Certains croient que la maladie mentale est un trouble ayant une cause unique. Or, c’est rarement le cas. Les facteurs combinés de pauvreté, d’isolement social et de violence en sont un exemple. En réalité, les manifestations des difficultés émotionnelles et mentales vécues par les êtres humains sont multiples et complexes et elles peuvent toucher un nombre important de personnes à un moment donné au cours de leur vie.

Dans le contexte de services en matière de violence faite aux femmes, Les femmes à qui nous offrons nos services font appel à nous pour diverses raisons.  Elles sont victimes ou témoins de la guerre, dans le cas de certaines réfugiées.  Elles sont survivantes d’agression sexuelle vécue à l’âge adulte ou à l’enfance; elles vivent ou ont vécu de la violence dans une relation intime.

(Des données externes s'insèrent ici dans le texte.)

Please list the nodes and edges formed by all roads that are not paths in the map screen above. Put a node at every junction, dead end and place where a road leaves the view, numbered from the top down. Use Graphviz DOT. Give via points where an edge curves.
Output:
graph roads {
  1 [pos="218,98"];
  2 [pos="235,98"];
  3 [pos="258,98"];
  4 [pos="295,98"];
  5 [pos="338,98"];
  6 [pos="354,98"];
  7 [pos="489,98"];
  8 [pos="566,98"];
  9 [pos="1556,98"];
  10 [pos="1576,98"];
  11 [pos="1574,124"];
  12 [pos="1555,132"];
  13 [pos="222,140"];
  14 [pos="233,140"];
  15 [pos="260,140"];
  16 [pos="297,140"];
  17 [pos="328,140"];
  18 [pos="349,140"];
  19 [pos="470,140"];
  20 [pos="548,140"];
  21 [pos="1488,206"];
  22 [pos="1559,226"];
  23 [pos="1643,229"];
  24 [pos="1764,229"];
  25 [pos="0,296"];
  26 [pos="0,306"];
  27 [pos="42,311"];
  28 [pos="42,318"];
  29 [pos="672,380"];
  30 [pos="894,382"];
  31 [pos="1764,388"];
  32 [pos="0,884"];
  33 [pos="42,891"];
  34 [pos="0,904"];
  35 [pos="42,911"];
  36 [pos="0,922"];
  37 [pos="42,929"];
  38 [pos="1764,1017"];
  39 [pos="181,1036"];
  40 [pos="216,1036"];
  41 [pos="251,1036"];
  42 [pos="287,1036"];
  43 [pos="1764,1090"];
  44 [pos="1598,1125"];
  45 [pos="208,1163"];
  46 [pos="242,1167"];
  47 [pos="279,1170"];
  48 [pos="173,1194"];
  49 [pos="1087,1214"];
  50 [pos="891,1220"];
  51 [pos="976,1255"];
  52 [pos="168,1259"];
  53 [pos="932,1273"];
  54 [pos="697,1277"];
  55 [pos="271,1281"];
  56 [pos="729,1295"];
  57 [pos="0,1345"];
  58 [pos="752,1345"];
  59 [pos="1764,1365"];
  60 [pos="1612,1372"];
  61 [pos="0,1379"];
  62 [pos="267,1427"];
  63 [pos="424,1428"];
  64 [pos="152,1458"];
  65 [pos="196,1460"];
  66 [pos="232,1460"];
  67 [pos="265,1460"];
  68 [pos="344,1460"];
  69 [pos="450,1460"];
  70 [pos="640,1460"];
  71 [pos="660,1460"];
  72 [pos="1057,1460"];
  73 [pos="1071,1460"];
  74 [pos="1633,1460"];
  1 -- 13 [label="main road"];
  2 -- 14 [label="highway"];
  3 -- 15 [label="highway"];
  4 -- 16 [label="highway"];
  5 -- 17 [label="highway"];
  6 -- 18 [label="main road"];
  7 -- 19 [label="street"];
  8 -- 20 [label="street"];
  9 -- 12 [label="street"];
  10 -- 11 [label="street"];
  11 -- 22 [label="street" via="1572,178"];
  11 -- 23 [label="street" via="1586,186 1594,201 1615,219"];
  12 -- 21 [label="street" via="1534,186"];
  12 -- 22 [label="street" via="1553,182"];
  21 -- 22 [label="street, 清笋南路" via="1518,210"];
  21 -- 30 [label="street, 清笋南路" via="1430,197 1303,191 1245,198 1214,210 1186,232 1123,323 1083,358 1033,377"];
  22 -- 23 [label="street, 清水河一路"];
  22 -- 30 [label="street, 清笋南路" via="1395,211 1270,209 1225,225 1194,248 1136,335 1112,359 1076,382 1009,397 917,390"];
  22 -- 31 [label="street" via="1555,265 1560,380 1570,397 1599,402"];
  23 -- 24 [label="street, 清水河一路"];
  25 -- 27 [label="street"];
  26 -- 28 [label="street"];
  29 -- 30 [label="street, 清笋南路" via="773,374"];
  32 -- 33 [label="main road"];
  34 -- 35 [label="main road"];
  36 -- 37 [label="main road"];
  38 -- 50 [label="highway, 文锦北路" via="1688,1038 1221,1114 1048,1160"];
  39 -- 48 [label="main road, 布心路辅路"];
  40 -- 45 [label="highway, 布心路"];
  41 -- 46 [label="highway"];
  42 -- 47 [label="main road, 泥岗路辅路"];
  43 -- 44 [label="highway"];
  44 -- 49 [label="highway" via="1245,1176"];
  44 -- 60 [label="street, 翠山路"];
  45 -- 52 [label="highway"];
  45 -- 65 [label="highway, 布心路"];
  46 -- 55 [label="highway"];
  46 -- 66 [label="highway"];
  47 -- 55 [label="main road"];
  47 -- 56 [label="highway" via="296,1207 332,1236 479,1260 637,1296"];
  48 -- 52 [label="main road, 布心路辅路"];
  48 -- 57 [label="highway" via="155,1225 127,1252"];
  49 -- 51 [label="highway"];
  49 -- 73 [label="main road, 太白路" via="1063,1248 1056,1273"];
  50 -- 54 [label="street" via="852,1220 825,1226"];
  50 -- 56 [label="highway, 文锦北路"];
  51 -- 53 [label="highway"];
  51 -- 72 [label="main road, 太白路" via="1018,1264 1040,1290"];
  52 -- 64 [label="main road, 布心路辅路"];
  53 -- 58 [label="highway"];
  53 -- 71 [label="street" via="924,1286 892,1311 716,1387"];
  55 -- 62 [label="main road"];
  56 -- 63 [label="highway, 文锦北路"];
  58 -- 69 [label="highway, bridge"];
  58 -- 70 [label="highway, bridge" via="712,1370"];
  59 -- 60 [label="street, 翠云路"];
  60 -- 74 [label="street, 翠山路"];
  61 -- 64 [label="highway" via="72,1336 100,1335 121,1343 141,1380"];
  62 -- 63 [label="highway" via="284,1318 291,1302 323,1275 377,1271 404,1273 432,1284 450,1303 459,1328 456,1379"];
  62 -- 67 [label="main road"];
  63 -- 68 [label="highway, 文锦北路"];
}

Elles vivent également d’autres difficultés émotionnelles ou des difficultés liées aux circonstances de leur vie (ex. : revenu, logement, chômage, usages des systèmes social et juridique) ces femmes sont aussi d’une grande diversité à tous les niveaux, (âge, niveau socio- économique, origine ethnoculturelle, orientation sexuelle, religion, capacité intellectuelle et physique, statut d’immigration, etc.)  Elles sont souvent victimes d’injustice en raison de leur différence.  Toutes ces formes de violence et d’oppression sont liées et peuvent se chevaucher… les femmes qui utilisent nos services peuvent être en train de réagir au stress provoqué par leur situation actuelle ou passé.  L’utilisation des services d’hébergement et le fait de devoir quitter sa demeure peuvent en soi représenter des sources de stress. Parfois ces réactions sont interreliées, par exemple dans le cas où une situation courante déclenche des souvenirs d’un traumatisme passé. 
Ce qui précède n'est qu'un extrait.